INSTRUCTIONS FOR THE TASK
Your task is to find every line of the data that holds the string "image" and copy it.
Segment Open
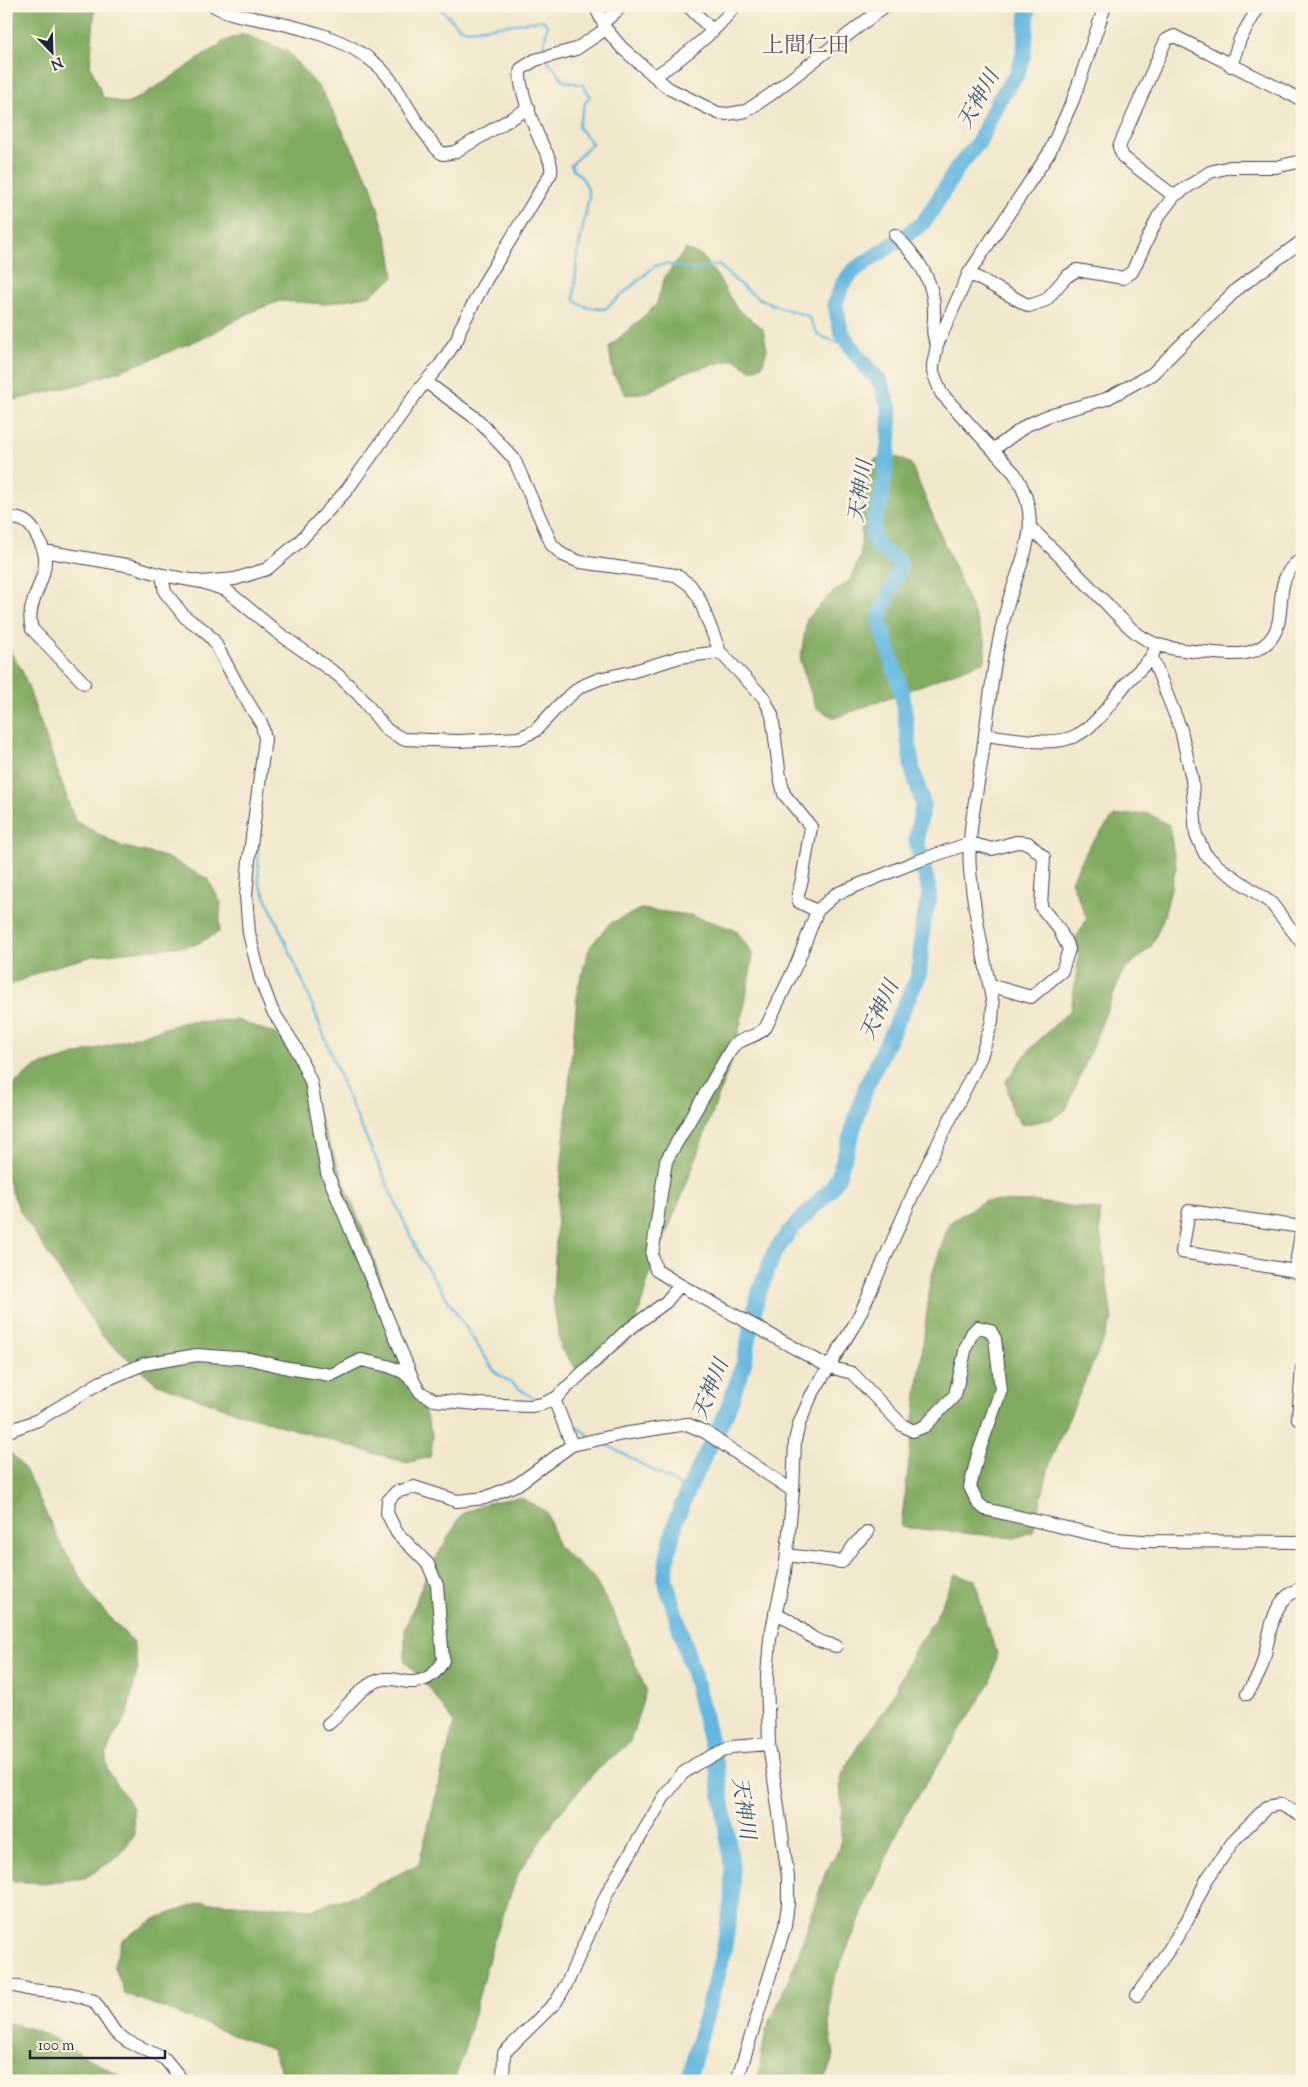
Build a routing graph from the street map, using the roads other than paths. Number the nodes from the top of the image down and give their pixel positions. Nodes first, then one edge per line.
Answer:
1 (214, 6) edge
2 (595, 6) edge
3 (622, 6) edge
4 (688, 6) edge
5 (735, 6) edge
6 (885, 6) edge
7 (1104, 6) edge
8 (1259, 6) edge
9 (604, 26) junction
10 (712, 31) junction
11 (1231, 66) junction
12 (655, 76) junction
13 (1302, 100) edge
14 (529, 108) junction
15 (1302, 161) edge
16 (1174, 196) junction
17 (900, 240) dead end
18 (1302, 241) edge
19 (969, 273) junction
20 (937, 345) junction
21 (426, 382) junction
22 (994, 449) junction
23 (6, 518) edge
24 (1030, 527) junction
25 (44, 551) junction
26 (1302, 560) edge
27 (162, 575) junction
28 (202, 582) junction
29 (1157, 645) junction
30 (720, 652) junction
31 (1152, 657) junction
32 (84, 682) dead end
33 (985, 735) junction
34 (970, 842) junction
35 (818, 911) junction
36 (1302, 943) edge
37 (989, 985) junction
38 (1302, 1227) edge
39 (1298, 1273) edge
40 (680, 1285) junction
41 (829, 1367) junction
42 (1302, 1368) edge
43 (414, 1382) junction
44 (554, 1399) junction
45 (1298, 1419) dead end
46 (6, 1432) edge
47 (572, 1445) junction
48 (793, 1491) junction
49 (868, 1532) dead end
50 (1302, 1542) edge
51 (787, 1555) junction
52 (1302, 1588) edge
53 (775, 1613) junction
54 (836, 1646) dead end
55 (1247, 1694) dead end
56 (328, 1724) dead end
57 (769, 1744) junction
58 (1302, 1816) edge
59 (6, 1984) edge
60 (1137, 1995) dead end
61 (183, 2081) edge
62 (503, 2081) edge
63 (737, 2081) edge

1 - 14 street
2 - 9 street
3 - 9 street
4 - 10 street
5 - 10 street
6 - 12 street
7 - 19 street
8 - 11 street
9 - 12 street
9 - 14 street
10 - 12 street
11 - 13 street
11 - 16 street
14 - 21 street
15 - 16 street
16 - 19 street
17 - 20 street
18 - 22 street
19 - 20 street
20 - 22 street
21 - 28 street
21 - 30 street
22 - 24 street
23 - 25 street
24 - 29 street
24 - 33 street
25 - 27 street
25 - 32 street
26 - 29 street
27 - 28 street
27 - 43 street
28 - 30 street
29 - 31 street
30 - 35 street
31 - 33 street
31 - 36 street
33 - 34 street
34 - 35 street
34 - 37 street
34 - 37 street
35 - 40 street
37 - 41 street
38 - 39 street
38 - 39 street
40 - 41 street
40 - 44 street
41 - 48 street
41 - 50 street
42 - 45 street
43 - 44 street
43 - 46 street
44 - 47 street
47 - 48 street
47 - 56 street
48 - 51 street
49 - 51 street
51 - 53 street
52 - 55 street
53 - 54 street
53 - 57 street
57 - 62 street
57 - 63 street
58 - 60 street
59 - 61 street

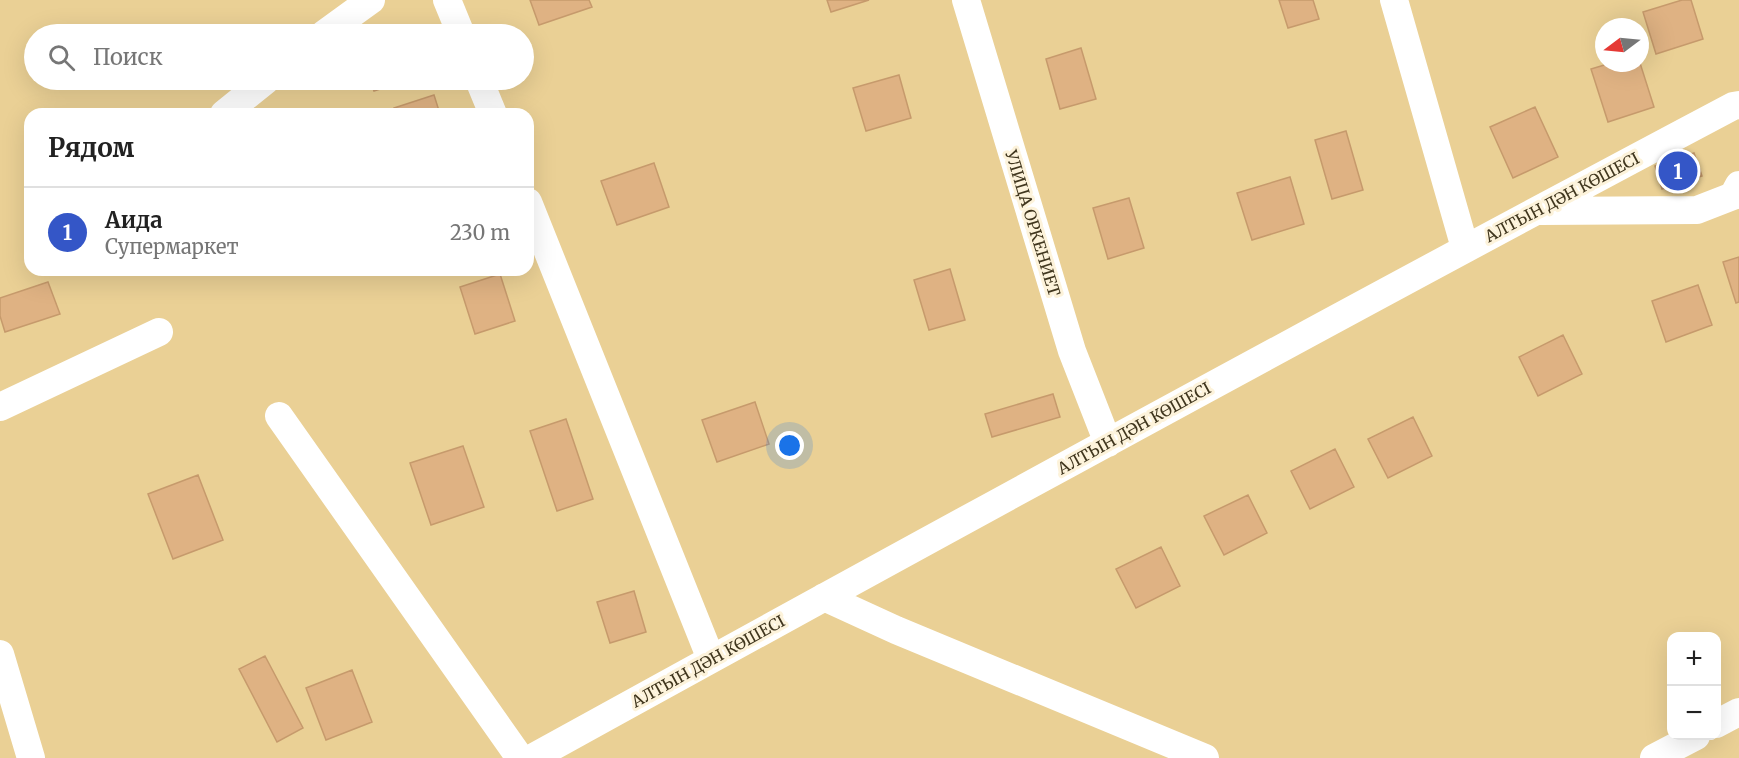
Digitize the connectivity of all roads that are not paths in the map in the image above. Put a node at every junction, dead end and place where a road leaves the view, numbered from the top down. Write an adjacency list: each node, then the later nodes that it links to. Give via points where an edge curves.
Segment Closed
SOLUTION TO THIS TASK
Build a routing graph from the street map, using the roads other than paths. Number the nodes from the top of the image down and give their pixel positions. Nodes first, then one edge per line.
Digitize the connectivity of all roads that are not paths in the map in the image above. Put a node at every junction, dead end and place where a road leaves the view, numbered from the top down. Write an adjacency list: each node, then the later nodes that it links to. Give via points where an edge curves.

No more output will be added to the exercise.